The exact calculation of the line size would be complex and probably inaccurate due to the number of variables. Few problems will arise if the trap discharge lines are sized on flash steam velocities of 15 to 20 m/s.


1)  The flash steam would pass unhindered above the condensate through correctly sized trap discharge lines sloping in the direction of flow and being open-ended or vented at a receiver (Figure 6). The minimum recommended slope is 1 in 70 (150mm drop every 10 s). A simple visual check will usually confirm if the line is sloping - if no slope is apparent it is not sloping enough!

2)  In unavoidable situations, non-pumped rising lines should be fitted with non – return valve and length should be kept as short as possible to prevent condensate falling back down to the trap. Risers discharging into the top of overhead return lines stops condensate draining back to the riser. This assists the passage of flash steam up the riser.

It is sensible to consider using a slightly larger riser, which will produce a lower flash steam velocity. This will reduce the risk of water hammer and noise caused by steam trying to force a path through the liquid condensate in the riser.

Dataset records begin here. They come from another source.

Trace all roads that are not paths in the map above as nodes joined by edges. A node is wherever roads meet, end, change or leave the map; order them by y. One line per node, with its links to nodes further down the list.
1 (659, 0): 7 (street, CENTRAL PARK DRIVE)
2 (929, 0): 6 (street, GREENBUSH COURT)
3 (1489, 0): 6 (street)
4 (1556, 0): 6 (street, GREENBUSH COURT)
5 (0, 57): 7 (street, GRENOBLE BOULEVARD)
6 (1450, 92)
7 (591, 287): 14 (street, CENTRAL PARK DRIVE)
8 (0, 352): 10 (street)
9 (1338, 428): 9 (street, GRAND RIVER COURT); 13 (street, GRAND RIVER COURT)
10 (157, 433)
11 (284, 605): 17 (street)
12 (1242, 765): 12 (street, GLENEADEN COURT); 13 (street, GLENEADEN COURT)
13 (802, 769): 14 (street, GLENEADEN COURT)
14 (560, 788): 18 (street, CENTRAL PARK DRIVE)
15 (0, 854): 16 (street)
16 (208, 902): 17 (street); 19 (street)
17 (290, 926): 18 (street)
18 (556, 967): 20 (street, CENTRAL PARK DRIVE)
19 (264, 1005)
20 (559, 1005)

IMPORTANT: A rising line should only be used where the process steam pressure is guaranteed to be higher than the condensate backpressure at the trap outlet. If not, the process will waterlog unless a pumping trap or pump-trap combination is used to provide proper drainage against the backpressure.

3)  Common return lines should also slope down and be non-flooded (above Figure 7). To avoid flash steam occurring in long return lines, hot condensate from trap discharge lines should drain into vented receivers (or flash vessels where appropriate), from where it can be pumped on to its final destination, via a flooded line at a lower temperature.